I believe VA = Watt * 1.4. I don't have time to dig up the textbook to verify but I am 80% certain about that. aC

To: Zeuspaul who wrote (3743)	11/26/1998 7:42:00 PM
From: Howard R. Hansen	Respond to of 14778

I thought Watts = Volts x Amps ( W=VA ) ie 600 VA = 600 watts. Am I misunderstanding something? For sinusoidial signals Watts = Volts x Amps x Cos( theta ). Where theta is the phase shift between the voltage and current wave forms. However, the current drawn by a computer is rarely a sinusoidial signal and in this case the calculation of watts is a lot more complicated. But in any case the power used by a computer will be significantly less than what is given by a multiplying volts times amps and the rating of the UPS should be based on VA, (Volts x Amps) not watts.

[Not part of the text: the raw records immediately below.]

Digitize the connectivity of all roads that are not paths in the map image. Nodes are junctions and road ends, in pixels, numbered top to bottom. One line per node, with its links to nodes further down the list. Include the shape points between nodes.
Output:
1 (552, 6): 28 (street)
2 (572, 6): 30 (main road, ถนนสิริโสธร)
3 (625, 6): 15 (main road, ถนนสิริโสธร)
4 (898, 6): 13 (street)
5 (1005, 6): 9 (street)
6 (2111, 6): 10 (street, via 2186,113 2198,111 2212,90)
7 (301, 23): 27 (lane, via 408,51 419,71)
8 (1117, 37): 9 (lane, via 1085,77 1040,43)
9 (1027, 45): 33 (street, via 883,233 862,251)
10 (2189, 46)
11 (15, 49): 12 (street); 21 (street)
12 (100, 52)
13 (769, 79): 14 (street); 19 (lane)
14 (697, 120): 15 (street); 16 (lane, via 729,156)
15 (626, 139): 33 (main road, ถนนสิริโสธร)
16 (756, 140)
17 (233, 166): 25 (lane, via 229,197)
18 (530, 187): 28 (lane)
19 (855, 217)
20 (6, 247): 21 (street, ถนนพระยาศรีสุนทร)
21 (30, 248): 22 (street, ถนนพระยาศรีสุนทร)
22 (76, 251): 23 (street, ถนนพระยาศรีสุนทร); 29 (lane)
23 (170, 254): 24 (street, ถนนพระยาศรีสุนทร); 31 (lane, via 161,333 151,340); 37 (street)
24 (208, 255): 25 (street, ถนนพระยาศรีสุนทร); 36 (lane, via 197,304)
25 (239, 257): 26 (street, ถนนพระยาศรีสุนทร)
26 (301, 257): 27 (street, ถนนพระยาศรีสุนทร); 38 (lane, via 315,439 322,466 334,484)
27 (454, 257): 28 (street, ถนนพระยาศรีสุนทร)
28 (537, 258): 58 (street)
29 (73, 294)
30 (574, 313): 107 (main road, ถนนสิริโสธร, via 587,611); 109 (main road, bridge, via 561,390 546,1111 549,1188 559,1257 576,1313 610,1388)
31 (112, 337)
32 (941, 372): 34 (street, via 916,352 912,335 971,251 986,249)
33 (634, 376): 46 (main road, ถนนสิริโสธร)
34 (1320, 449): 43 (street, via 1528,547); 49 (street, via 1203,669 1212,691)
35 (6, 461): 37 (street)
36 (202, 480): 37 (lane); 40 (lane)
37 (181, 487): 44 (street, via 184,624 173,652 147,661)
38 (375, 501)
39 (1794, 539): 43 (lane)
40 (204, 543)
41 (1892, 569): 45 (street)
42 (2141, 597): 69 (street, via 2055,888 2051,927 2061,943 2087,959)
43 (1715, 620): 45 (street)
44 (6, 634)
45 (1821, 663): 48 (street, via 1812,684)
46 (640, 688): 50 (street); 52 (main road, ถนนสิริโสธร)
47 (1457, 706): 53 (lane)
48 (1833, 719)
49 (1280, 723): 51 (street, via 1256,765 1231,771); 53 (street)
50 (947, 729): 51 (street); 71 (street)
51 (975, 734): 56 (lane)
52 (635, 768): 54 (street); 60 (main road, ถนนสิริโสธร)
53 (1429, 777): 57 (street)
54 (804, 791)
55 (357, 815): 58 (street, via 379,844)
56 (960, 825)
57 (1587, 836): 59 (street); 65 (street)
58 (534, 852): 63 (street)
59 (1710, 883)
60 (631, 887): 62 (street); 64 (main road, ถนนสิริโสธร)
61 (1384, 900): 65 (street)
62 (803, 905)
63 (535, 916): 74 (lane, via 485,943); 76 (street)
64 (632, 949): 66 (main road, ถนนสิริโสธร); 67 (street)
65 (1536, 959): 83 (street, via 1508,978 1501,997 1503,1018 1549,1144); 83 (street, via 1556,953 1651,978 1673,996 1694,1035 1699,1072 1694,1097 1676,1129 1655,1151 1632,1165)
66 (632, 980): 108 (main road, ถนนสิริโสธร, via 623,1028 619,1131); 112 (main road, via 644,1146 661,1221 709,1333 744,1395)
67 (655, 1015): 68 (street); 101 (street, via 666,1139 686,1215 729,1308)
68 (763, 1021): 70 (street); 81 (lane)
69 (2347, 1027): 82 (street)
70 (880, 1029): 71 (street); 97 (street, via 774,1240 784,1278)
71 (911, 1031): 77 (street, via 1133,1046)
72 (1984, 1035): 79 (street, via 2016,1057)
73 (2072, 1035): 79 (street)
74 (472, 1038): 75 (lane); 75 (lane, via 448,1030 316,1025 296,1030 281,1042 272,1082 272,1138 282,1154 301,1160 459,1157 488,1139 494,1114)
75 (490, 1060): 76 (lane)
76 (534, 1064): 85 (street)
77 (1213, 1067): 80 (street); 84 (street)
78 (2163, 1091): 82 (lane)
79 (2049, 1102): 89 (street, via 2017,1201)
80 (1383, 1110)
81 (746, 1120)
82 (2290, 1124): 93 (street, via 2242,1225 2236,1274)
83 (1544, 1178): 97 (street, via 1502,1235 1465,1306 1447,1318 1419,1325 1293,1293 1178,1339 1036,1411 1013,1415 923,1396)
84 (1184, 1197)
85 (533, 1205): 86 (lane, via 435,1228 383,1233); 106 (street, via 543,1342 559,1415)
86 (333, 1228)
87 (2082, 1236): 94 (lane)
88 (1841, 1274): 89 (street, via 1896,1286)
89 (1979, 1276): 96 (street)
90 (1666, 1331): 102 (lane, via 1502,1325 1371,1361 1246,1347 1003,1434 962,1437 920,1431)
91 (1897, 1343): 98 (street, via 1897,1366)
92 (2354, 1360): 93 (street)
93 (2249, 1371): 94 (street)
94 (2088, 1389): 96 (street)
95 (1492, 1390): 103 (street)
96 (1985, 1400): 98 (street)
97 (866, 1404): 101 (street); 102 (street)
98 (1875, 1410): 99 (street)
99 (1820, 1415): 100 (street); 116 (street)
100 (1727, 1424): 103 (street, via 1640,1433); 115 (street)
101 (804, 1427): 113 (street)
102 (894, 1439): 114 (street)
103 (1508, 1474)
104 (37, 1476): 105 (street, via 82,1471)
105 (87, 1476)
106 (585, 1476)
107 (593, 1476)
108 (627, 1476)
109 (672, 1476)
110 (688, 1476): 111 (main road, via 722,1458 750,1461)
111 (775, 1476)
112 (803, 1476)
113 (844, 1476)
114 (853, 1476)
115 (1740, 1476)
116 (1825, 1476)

To: Zeuspaul who wrote (3743)	11/26/1998 11:25:00 PM
From: Spots	Respond to of 14778

Watts vs Volt-Amps ZP, somehow I think you got more than you bargained for <gg>. So, how about some more? In a purely resistive circuit, watts (power) is equal to volts x amps. However, introduce inductance (coils, transformers) and capacitance (well, capacitors), and the circuit has other forms of impedence which, though measured in ohms like resistance, do not in themselves draw net power ( see below). Nevertheless, inductive and capacitive impedences, do place higher voltage and current loads on the source of power. In a sense, even though the power supply will get it back, it has to supply it up front. The ratio of Watts/VA is called the power factor, which in a purely resistive circuit is 1. That's your toaster. Add transformers (inductances) and ripple filters (capacitors) and etc, and you add non-resistive impedences that will reduce the power factor. Public power companies are required to deliver AC power that is very close to a power factor of 1 (within a fraction of a percent). I don't know what the power factor of a good PC power supply is, but I would expect that it is also pretty close to one (the cheaper the lower, probably). Apparently the switching UPSs run a net capacitive load which reduces the power factor to approximately .7. I'm no electrical engineer, but I can see that it would be a lot harder to filter and smooth essentially square or stepped waves from a battery without introducing net non-resistive impedence, because these impedences are frequency sensitive. A square wave (eg) has lots of different sine wave frequencies in it (all the odd ones, actually), so the impedence of the ciruit would net out much different than if you fed a single-frequency sine wave into it. Anyhow, the fairly standard .7 power factor for UPSs has to be applied to figure the capacity. Sorry, again went on way too long. Spots () Technical aside -- these impedences do take energy (power) from the circuit during parts of the AC cycle, store it temporarily in electric (capacitance) or magnetic (inductance) fields then give it back during other parts of the cycle.